It’s hard to escape the endless news of COVID-19 and its impact on our community and around the world. It’s also hard to escape the growing feeling of isolation as we avoid public spaces and community events. Countless anticipated weddings, sporting events, festivals, and trips are being cancelled; leaving us feeling even more isolated. Generosity is a powerful counter force to isolation. Our ability to give help and hope allows us to make a meaningful impact and focus on what we can do in times of social distancing.

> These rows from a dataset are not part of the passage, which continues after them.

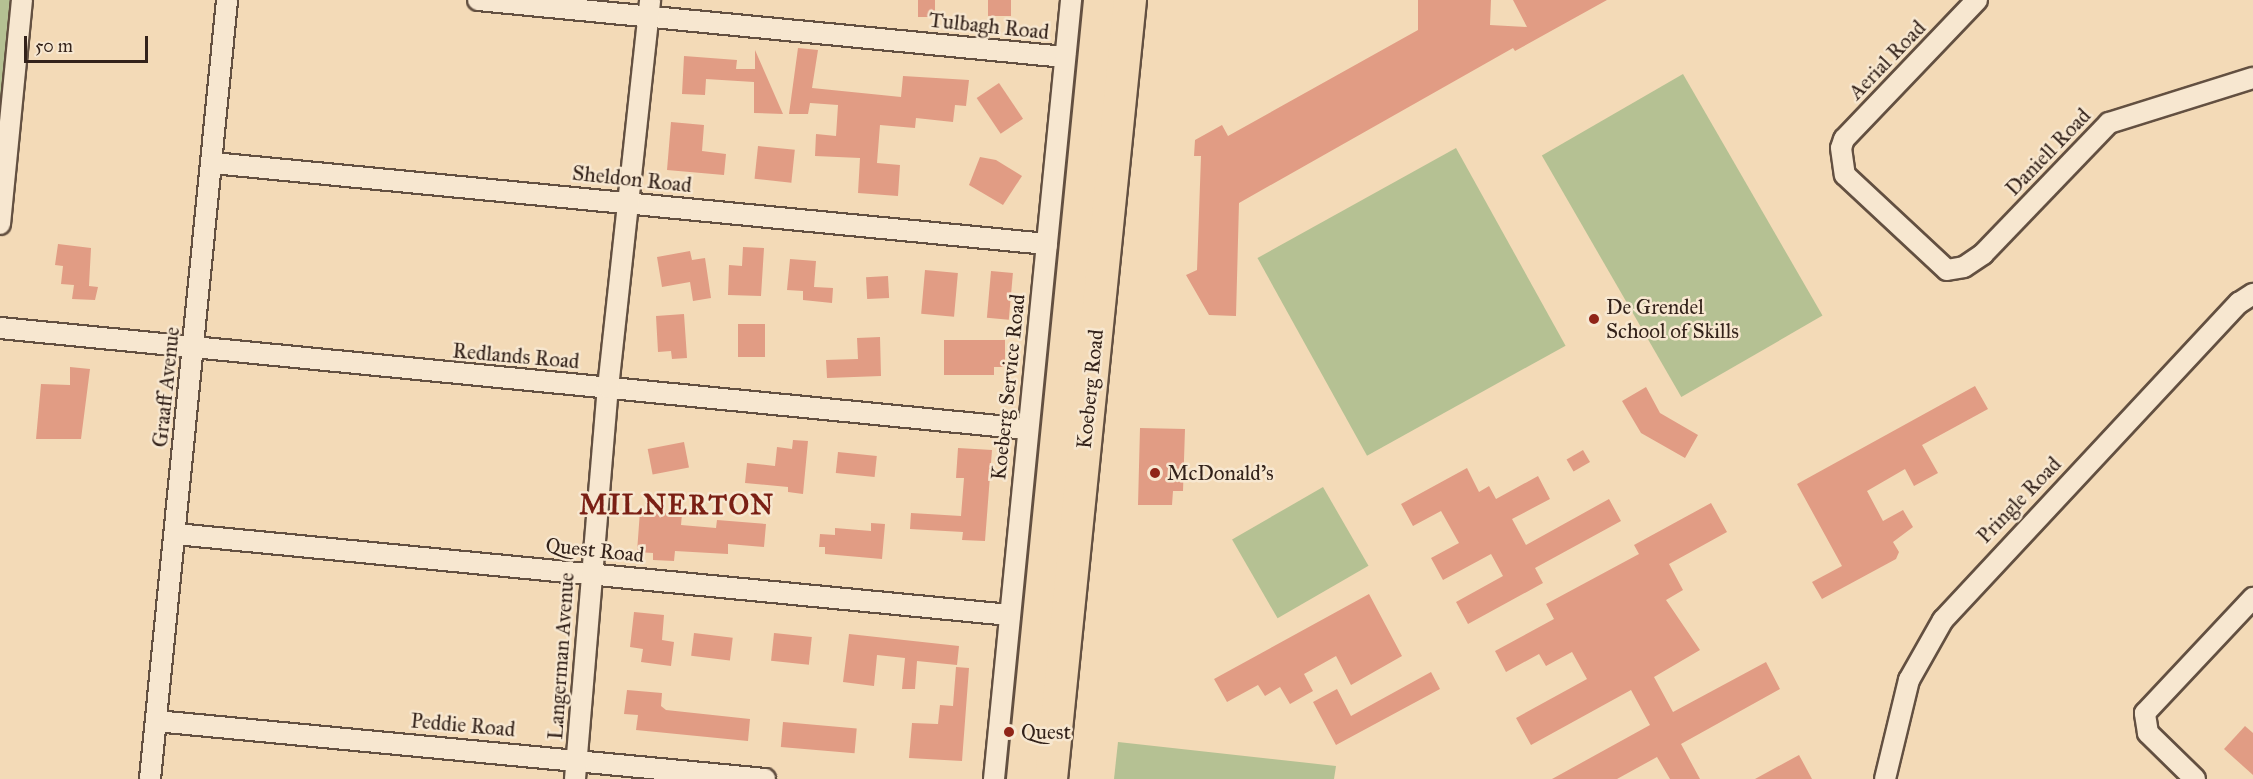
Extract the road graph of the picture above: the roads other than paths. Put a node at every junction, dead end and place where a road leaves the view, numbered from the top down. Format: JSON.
{"nodes":[{"id":1,"x":22,"y":0,"type":"edge"},
{"id":2,"x":227,"y":0,"type":"edge"},
{"id":3,"x":478,"y":0,"type":"edge"},
{"id":4,"x":1071,"y":0,"type":"edge"},
{"id":5,"x":1100,"y":0,"type":"edge"},
{"id":6,"x":1130,"y":0,"type":"edge"},
{"id":7,"x":1977,"y":0,"type":"edge"},
{"id":8,"x":650,"y":9,"type":"edge"},
{"id":9,"x":1065,"y":57,"type":"junction"},
{"id":10,"x":2253,"y":78,"type":"edge"},
{"id":11,"x":213,"y":163,"type":"junction"},
{"id":12,"x":629,"y":203,"type":"junction"},
{"id":13,"x":0,"y":224,"type":"edge"},
{"id":14,"x":1047,"y":244,"type":"junction"},
{"id":15,"x":1964,"y":267,"type":"joint"},
{"id":16,"x":2253,"y":294,"type":"edge"},
{"id":17,"x":0,"y":328,"type":"edge"},
{"id":18,"x":194,"y":350,"type":"junction"},
{"id":19,"x":608,"y":388,"type":"junction"},
{"id":20,"x":1028,"y":429,"type":"junction"},
{"id":21,"x":176,"y":534,"type":"junction"},
{"id":22,"x":591,"y":574,"type":"junction"},
{"id":23,"x":2253,"y":598,"type":"edge"},
{"id":24,"x":1010,"y":615,"type":"junction"},
{"id":25,"x":156,"y":721,"type":"junction"},
{"id":26,"x":576,"y":770,"type":"edge"},
{"id":27,"x":150,"y":779,"type":"edge"},
{"id":28,"x":765,"y":779,"type":"edge"},
{"id":29,"x":994,"y":779,"type":"edge"},
{"id":30,"x":1023,"y":779,"type":"edge"},
{"id":31,"x":1051,"y":779,"type":"edge"},
{"id":32,"x":1885,"y":779,"type":"edge"},
{"id":33,"x":2195,"y":779,"type":"edge"}],
"edges":[{"from":1,"to":13,"type":"street"},
{"from":2,"to":11,"type":"street","name":"Graaff Avenue"},
{"from":3,"to":8,"type":"street","name":"Tulbagh Road"},
{"from":4,"to":9,"type":"street","name":"Koeberg Service Road"},
{"from":5,"to":30,"type":"main road","name":"Koeberg Road"},
{"from":6,"to":31,"type":"main road","name":"Koeberg Road"},
{"from":7,"to":15,"type":"street","name":"Aerial Road"},
{"from":8,"to":9,"type":"street","name":"Tulbagh Road"},
{"from":8,"to":12,"type":"street","name":"Langerman Avenue"},
{"from":9,"to":14,"type":"street","name":"Koeberg Service Road"},
{"from":10,"to":15,"type":"street","name":"Daniell Road"},
{"from":11,"to":12,"type":"street","name":"Sheldon Road"},
{"from":11,"to":18,"type":"street","name":"Graaff Avenue"},
{"from":12,"to":14,"type":"street","name":"Sheldon Road"},
{"from":12,"to":19,"type":"street","name":"Langerman Avenue"},
{"from":14,"to":20,"type":"street","name":"Koeberg Service Road"},
{"from":16,"to":32,"type":"street","name":"Pringle Road"},
{"from":17,"to":18,"type":"street","name":"Redlands Road"},
{"from":18,"to":19,"type":"street","name":"Redlands Road"},
{"from":18,"to":21,"type":"street","name":"Graaff Avenue"},
{"from":19,"to":20,"type":"street","name":"Redlands Road"},
{"from":19,"to":22,"type":"street","name":"Langerman Avenue"},
{"from":20,"to":24,"type":"street","name":"Koeberg Service Road"},
{"from":21,"to":22,"type":"street","name":"Quest Road"},
{"from":21,"to":25,"type":"street","name":"Graaff Avenue"},
{"from":22,"to":24,"type":"street","name":"Quest Road"},
{"from":22,"to":26,"type":"street","name":"Langerman Avenue"},
{"from":23,"to":33,"type":"street"},
{"from":24,"to":29,"type":"street","name":"Koeberg Service Road"},
{"from":25,"to":26,"type":"street","name":"Peddie Road"},
{"from":25,"to":27,"type":"street","name":"Graaff Avenue"},
{"from":26,"to":28,"type":"street","name":"Peddie Road"}]}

Here are four examples of what our students can be doing that build community and lessen anxious thoughts.
Be A Good Neighbor
You may not know all of your neighbors, but now may be a good time to reach out. Create a neighborhood group that can collaborate to meet neighbor’s needs should they arise. Offer to pick up necessary prescriptions, medications, or basic food items for elderly neighbors. Creating a supportive community may mean more than you realize for those who live alone. Have your children brainstorm ideas for making neighbors feel loved and supported during this time. Make a simple stack of cards with words of encouragement and take your student on a walk up the street and place one at every doorstep.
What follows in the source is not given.